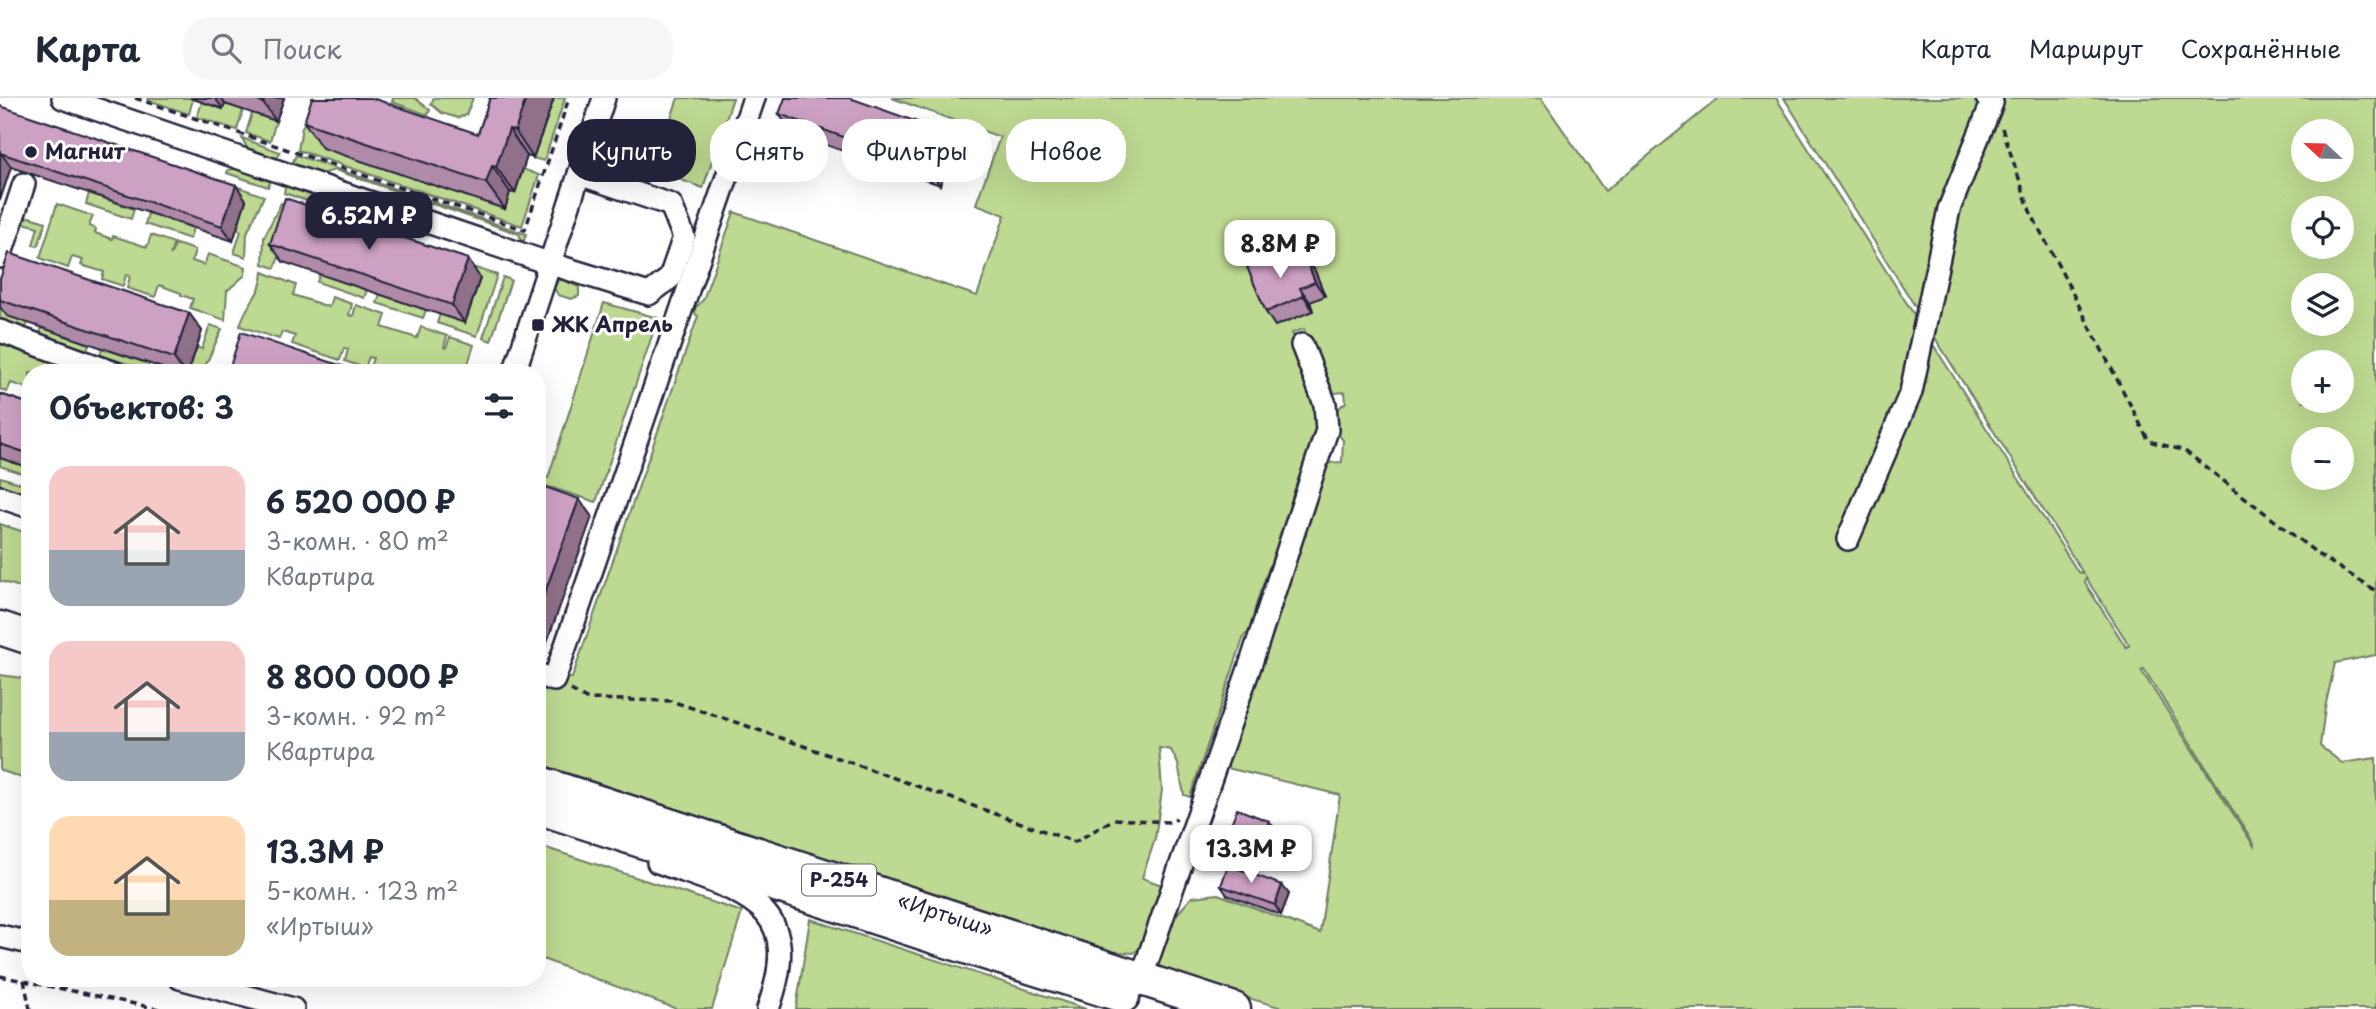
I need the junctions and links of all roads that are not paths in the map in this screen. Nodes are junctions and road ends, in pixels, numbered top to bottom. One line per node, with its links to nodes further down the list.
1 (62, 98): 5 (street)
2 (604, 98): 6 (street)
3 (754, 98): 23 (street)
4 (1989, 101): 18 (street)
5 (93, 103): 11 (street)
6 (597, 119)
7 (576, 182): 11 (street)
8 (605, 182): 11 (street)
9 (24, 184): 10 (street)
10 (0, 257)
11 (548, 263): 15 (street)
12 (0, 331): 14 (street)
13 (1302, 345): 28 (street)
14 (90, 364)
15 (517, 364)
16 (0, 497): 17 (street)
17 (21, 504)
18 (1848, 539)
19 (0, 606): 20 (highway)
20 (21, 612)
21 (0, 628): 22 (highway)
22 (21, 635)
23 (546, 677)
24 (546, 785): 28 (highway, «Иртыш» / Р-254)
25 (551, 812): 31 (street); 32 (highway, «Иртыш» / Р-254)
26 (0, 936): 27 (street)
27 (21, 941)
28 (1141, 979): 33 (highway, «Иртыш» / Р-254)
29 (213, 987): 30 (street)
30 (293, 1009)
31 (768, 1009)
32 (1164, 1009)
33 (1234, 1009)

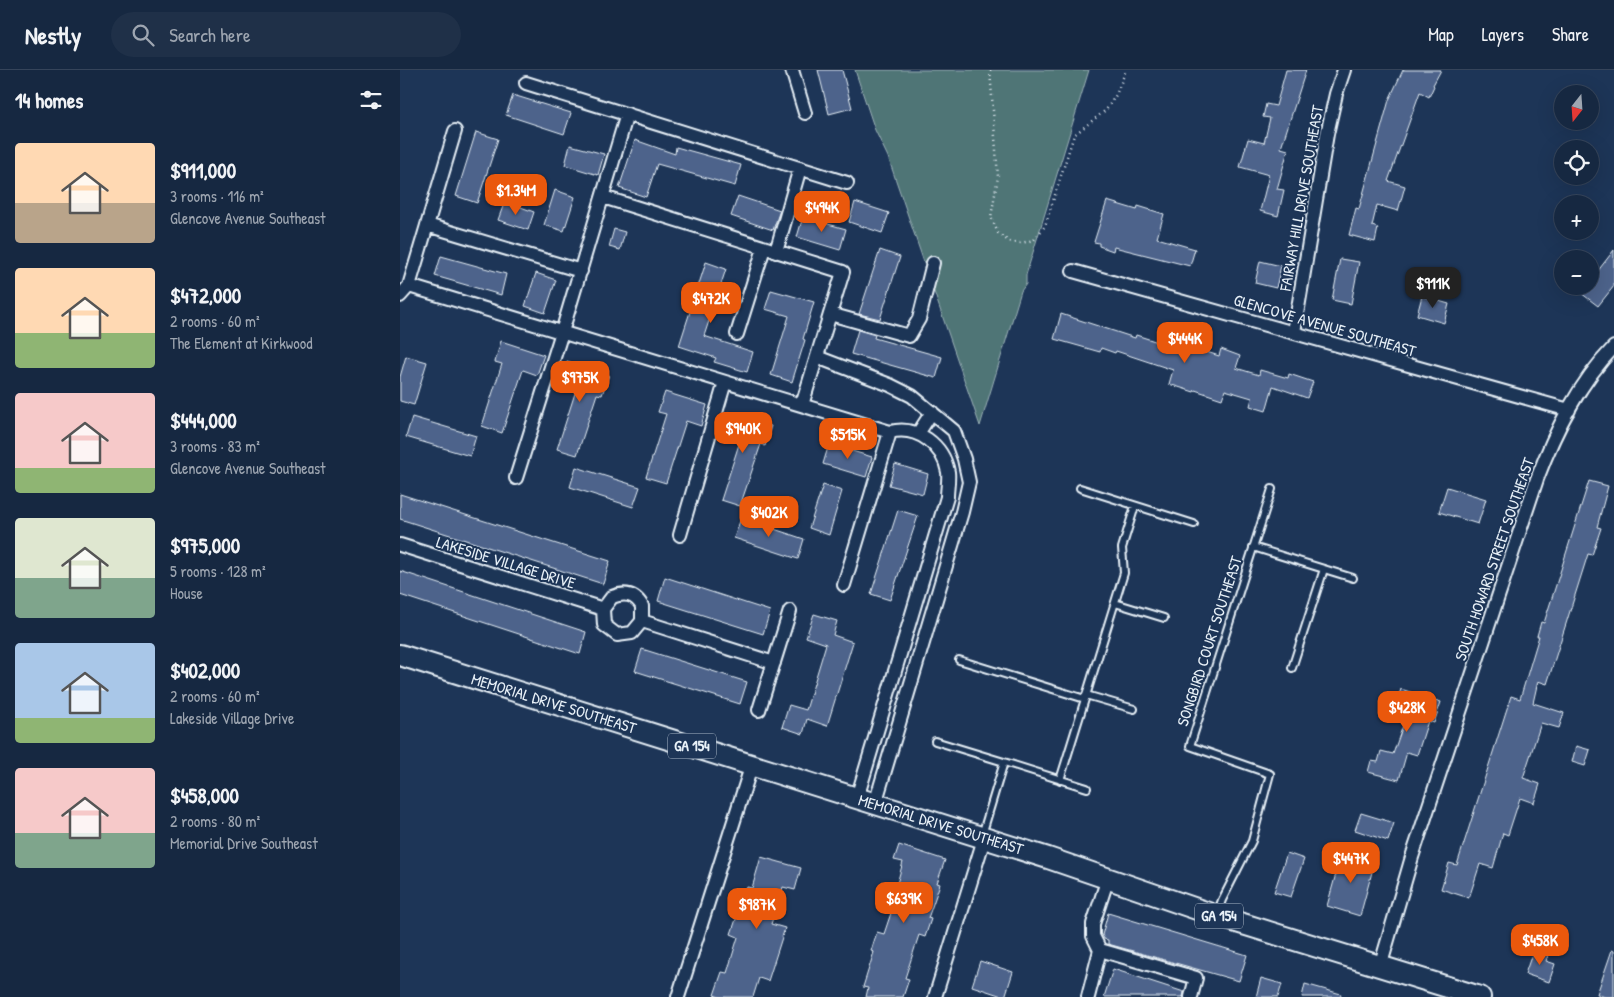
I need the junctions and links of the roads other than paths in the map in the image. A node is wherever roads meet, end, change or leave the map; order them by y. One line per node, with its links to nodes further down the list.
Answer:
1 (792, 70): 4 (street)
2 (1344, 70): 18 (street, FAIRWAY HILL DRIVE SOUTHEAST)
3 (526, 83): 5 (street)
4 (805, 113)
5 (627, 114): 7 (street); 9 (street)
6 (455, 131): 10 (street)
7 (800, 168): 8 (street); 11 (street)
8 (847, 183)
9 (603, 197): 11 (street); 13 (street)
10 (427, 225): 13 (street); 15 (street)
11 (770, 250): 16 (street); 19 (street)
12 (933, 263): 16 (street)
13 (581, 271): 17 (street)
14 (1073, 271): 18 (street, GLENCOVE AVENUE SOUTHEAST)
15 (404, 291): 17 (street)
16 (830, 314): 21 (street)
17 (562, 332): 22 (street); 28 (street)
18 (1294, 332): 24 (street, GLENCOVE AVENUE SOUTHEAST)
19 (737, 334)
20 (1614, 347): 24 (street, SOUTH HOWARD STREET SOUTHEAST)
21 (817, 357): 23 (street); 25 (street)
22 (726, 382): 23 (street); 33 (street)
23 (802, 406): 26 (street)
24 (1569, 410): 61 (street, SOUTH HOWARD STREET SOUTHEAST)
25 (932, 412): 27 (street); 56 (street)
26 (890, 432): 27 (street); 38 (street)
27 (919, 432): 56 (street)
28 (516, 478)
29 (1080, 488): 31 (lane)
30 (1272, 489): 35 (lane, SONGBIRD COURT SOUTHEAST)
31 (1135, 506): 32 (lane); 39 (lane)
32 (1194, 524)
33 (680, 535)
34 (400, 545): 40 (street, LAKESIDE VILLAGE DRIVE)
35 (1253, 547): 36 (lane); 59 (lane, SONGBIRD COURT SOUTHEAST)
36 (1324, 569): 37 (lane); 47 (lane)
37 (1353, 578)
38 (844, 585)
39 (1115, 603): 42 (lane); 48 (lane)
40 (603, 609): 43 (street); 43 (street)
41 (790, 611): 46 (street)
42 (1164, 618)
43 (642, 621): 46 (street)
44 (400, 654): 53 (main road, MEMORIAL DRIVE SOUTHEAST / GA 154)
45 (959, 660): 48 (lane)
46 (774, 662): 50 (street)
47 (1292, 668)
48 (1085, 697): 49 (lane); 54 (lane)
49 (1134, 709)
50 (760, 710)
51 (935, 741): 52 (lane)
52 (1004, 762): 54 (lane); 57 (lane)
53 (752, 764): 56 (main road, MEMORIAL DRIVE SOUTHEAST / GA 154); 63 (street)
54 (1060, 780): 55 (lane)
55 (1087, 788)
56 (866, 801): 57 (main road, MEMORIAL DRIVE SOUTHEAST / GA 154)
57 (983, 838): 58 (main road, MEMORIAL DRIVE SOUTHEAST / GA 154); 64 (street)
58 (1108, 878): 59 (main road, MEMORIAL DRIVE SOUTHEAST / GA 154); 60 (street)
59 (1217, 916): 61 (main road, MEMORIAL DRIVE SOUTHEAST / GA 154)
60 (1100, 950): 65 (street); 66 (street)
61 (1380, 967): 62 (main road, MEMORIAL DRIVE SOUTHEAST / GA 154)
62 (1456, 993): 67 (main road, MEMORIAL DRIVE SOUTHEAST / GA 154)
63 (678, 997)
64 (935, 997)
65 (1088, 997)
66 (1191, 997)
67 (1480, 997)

----------------

Task item:
Copy each line containing the word "main" from the data.

Solution for this problem:
44 (400, 654): 53 (main road, MEMORIAL DRIVE SOUTHEAST / GA 154)
53 (752, 764): 56 (main road, MEMORIAL DRIVE SOUTHEAST / GA 154); 63 (street)
56 (866, 801): 57 (main road, MEMORIAL DRIVE SOUTHEAST / GA 154)
57 (983, 838): 58 (main road, MEMORIAL DRIVE SOUTHEAST / GA 154); 64 (street)
58 (1108, 878): 59 (main road, MEMORIAL DRIVE SOUTHEAST / GA 154); 60 (street)
59 (1217, 916): 61 (main road, MEMORIAL DRIVE SOUTHEAST / GA 154)
61 (1380, 967): 62 (main road, MEMORIAL DRIVE SOUTHEAST / GA 154)
62 (1456, 993): 67 (main road, MEMORIAL DRIVE SOUTHEAST / GA 154)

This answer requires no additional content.